WHAT TO WORK ON: Each entry must be given again exactly as it appears, with images excluded.

MATERIAL FOR THIS TASK:

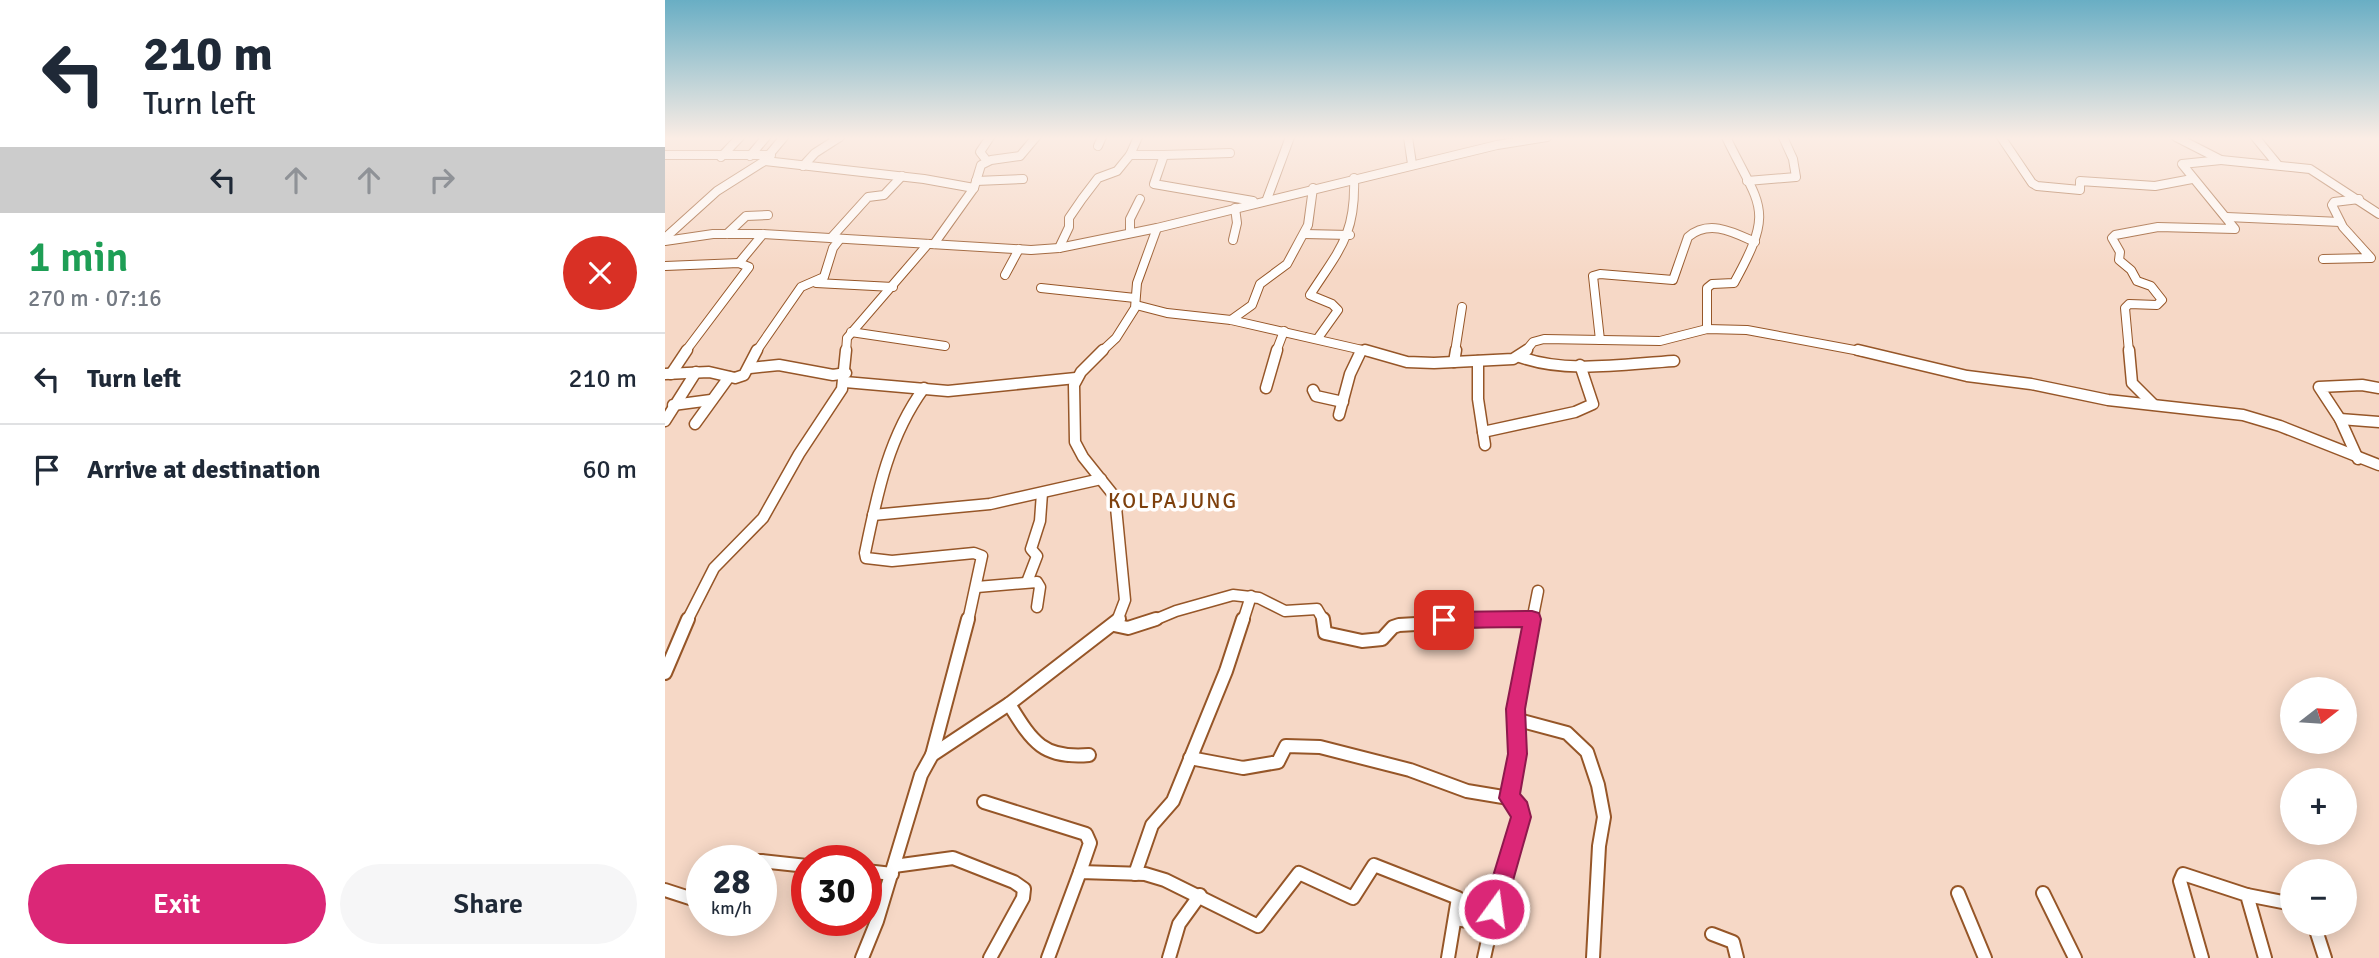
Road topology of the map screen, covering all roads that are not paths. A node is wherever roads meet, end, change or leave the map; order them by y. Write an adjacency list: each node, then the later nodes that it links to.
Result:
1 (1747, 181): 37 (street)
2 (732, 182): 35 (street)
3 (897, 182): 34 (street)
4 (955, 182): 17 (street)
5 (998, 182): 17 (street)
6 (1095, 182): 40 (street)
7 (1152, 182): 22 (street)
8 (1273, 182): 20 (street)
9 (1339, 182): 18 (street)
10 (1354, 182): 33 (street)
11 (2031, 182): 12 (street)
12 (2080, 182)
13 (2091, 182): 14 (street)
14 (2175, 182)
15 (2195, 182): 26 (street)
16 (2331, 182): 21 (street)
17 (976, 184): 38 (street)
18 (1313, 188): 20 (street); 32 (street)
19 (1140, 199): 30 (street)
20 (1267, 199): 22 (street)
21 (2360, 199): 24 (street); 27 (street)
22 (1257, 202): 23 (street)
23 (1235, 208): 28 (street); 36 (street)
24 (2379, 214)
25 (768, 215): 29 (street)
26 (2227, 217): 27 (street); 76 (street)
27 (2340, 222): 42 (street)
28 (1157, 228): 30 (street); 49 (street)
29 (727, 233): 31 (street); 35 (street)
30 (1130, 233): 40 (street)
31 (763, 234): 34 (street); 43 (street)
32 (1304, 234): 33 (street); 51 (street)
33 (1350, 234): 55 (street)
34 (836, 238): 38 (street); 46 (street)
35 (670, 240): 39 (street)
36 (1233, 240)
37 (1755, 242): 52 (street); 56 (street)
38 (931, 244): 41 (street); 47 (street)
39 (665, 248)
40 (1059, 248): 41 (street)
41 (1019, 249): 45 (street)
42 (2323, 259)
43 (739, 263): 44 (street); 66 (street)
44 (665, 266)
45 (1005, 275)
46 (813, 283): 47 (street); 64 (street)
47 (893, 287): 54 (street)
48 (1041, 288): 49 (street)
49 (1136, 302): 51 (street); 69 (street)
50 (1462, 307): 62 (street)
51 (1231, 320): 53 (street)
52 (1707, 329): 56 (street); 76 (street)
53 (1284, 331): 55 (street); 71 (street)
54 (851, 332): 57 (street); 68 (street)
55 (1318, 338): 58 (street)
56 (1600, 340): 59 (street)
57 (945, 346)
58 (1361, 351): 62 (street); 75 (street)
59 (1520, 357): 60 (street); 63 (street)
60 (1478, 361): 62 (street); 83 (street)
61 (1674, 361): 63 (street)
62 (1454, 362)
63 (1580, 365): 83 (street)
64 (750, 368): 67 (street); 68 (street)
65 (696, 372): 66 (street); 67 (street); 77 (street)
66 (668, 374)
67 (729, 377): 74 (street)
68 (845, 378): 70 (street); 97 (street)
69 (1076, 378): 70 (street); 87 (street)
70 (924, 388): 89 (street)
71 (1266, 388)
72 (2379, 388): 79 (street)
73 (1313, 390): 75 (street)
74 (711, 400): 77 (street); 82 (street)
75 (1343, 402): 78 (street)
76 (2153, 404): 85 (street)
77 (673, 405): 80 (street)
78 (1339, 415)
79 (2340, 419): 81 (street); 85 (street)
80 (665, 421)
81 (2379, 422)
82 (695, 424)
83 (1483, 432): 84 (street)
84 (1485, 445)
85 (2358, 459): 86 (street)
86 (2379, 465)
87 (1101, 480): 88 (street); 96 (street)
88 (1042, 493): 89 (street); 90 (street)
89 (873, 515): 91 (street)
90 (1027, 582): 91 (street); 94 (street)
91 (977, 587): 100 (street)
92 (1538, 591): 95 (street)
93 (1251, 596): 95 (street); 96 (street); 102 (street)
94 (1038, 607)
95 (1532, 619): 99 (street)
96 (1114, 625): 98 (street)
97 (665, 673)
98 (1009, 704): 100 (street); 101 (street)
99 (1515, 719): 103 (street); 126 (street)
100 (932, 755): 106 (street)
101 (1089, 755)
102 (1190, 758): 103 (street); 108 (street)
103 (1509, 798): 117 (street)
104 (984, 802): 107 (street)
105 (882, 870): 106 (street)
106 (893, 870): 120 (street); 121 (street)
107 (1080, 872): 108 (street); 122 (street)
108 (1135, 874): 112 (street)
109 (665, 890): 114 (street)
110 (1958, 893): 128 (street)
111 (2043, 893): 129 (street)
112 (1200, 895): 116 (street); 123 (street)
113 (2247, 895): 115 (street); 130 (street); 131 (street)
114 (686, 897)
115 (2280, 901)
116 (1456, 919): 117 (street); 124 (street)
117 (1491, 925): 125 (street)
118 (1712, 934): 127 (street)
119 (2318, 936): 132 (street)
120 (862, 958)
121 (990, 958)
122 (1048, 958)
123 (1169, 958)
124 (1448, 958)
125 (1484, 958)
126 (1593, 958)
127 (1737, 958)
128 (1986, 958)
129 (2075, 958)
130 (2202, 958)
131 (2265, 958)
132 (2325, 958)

SOLUTION TO THIS TASK:
Road topology of the map screen, covering all roads that are not paths. A node is wherever roads meet, end, change or leave the map; order them by y. Write an adjacency list: each node, then the later nodes that it links to.
Result:
1 (1747, 181): 37 (street)
2 (732, 182): 35 (street)
3 (897, 182): 34 (street)
4 (955, 182): 17 (street)
5 (998, 182): 17 (street)
6 (1095, 182): 40 (street)
7 (1152, 182): 22 (street)
8 (1273, 182): 20 (street)
9 (1339, 182): 18 (street)
10 (1354, 182): 33 (street)
11 (2031, 182): 12 (street)
12 (2080, 182)
13 (2091, 182): 14 (street)
14 (2175, 182)
15 (2195, 182): 26 (street)
16 (2331, 182): 21 (street)
17 (976, 184): 38 (street)
18 (1313, 188): 20 (street); 32 (street)
19 (1140, 199): 30 (street)
20 (1267, 199): 22 (street)
21 (2360, 199): 24 (street); 27 (street)
22 (1257, 202): 23 (street)
23 (1235, 208): 28 (street); 36 (street)
24 (2379, 214)
25 (768, 215): 29 (street)
26 (2227, 217): 27 (street); 76 (street)
27 (2340, 222): 42 (street)
28 (1157, 228): 30 (street); 49 (street)
29 (727, 233): 31 (street); 35 (street)
30 (1130, 233): 40 (street)
31 (763, 234): 34 (street); 43 (street)
32 (1304, 234): 33 (street); 51 (street)
33 (1350, 234): 55 (street)
34 (836, 238): 38 (street); 46 (street)
35 (670, 240): 39 (street)
36 (1233, 240)
37 (1755, 242): 52 (street); 56 (street)
38 (931, 244): 41 (street); 47 (street)
39 (665, 248)
40 (1059, 248): 41 (street)
41 (1019, 249): 45 (street)
42 (2323, 259)
43 (739, 263): 44 (street); 66 (street)
44 (665, 266)
45 (1005, 275)
46 (813, 283): 47 (street); 64 (street)
47 (893, 287): 54 (street)
48 (1041, 288): 49 (street)
49 (1136, 302): 51 (street); 69 (street)
50 (1462, 307): 62 (street)
51 (1231, 320): 53 (street)
52 (1707, 329): 56 (street); 76 (street)
53 (1284, 331): 55 (street); 71 (street)
54 (851, 332): 57 (street); 68 (street)
55 (1318, 338): 58 (street)
56 (1600, 340): 59 (street)
57 (945, 346)
58 (1361, 351): 62 (street); 75 (street)
59 (1520, 357): 60 (street); 63 (street)
60 (1478, 361): 62 (street); 83 (street)
61 (1674, 361): 63 (street)
62 (1454, 362)
63 (1580, 365): 83 (street)
64 (750, 368): 67 (street); 68 (street)
65 (696, 372): 66 (street); 67 (street); 77 (street)
66 (668, 374)
67 (729, 377): 74 (street)
68 (845, 378): 70 (street); 97 (street)
69 (1076, 378): 70 (street); 87 (street)
70 (924, 388): 89 (street)
71 (1266, 388)
72 (2379, 388): 79 (street)
73 (1313, 390): 75 (street)
74 (711, 400): 77 (street); 82 (street)
75 (1343, 402): 78 (street)
76 (2153, 404): 85 (street)
77 (673, 405): 80 (street)
78 (1339, 415)
79 (2340, 419): 81 (street); 85 (street)
80 (665, 421)
81 (2379, 422)
82 (695, 424)
83 (1483, 432): 84 (street)
84 (1485, 445)
85 (2358, 459): 86 (street)
86 (2379, 465)
87 (1101, 480): 88 (street); 96 (street)
88 (1042, 493): 89 (street); 90 (street)
89 (873, 515): 91 (street)
90 (1027, 582): 91 (street); 94 (street)
91 (977, 587): 100 (street)
92 (1538, 591): 95 (street)
93 (1251, 596): 95 (street); 96 (street); 102 (street)
94 (1038, 607)
95 (1532, 619): 99 (street)
96 (1114, 625): 98 (street)
97 (665, 673)
98 (1009, 704): 100 (street); 101 (street)
99 (1515, 719): 103 (street); 126 (street)
100 (932, 755): 106 (street)
101 (1089, 755)
102 (1190, 758): 103 (street); 108 (street)
103 (1509, 798): 117 (street)
104 (984, 802): 107 (street)
105 (882, 870): 106 (street)
106 (893, 870): 120 (street); 121 (street)
107 (1080, 872): 108 (street); 122 (street)
108 (1135, 874): 112 (street)
109 (665, 890): 114 (street)
110 (1958, 893): 128 (street)
111 (2043, 893): 129 (street)
112 (1200, 895): 116 (street); 123 (street)
113 (2247, 895): 115 (street); 130 (street); 131 (street)
114 (686, 897)
115 (2280, 901)
116 (1456, 919): 117 (street); 124 (street)
117 (1491, 925): 125 (street)
118 (1712, 934): 127 (street)
119 (2318, 936): 132 (street)
120 (862, 958)
121 (990, 958)
122 (1048, 958)
123 (1169, 958)
124 (1448, 958)
125 (1484, 958)
126 (1593, 958)
127 (1737, 958)
128 (1986, 958)
129 (2075, 958)
130 (2202, 958)
131 (2265, 958)
132 (2325, 958)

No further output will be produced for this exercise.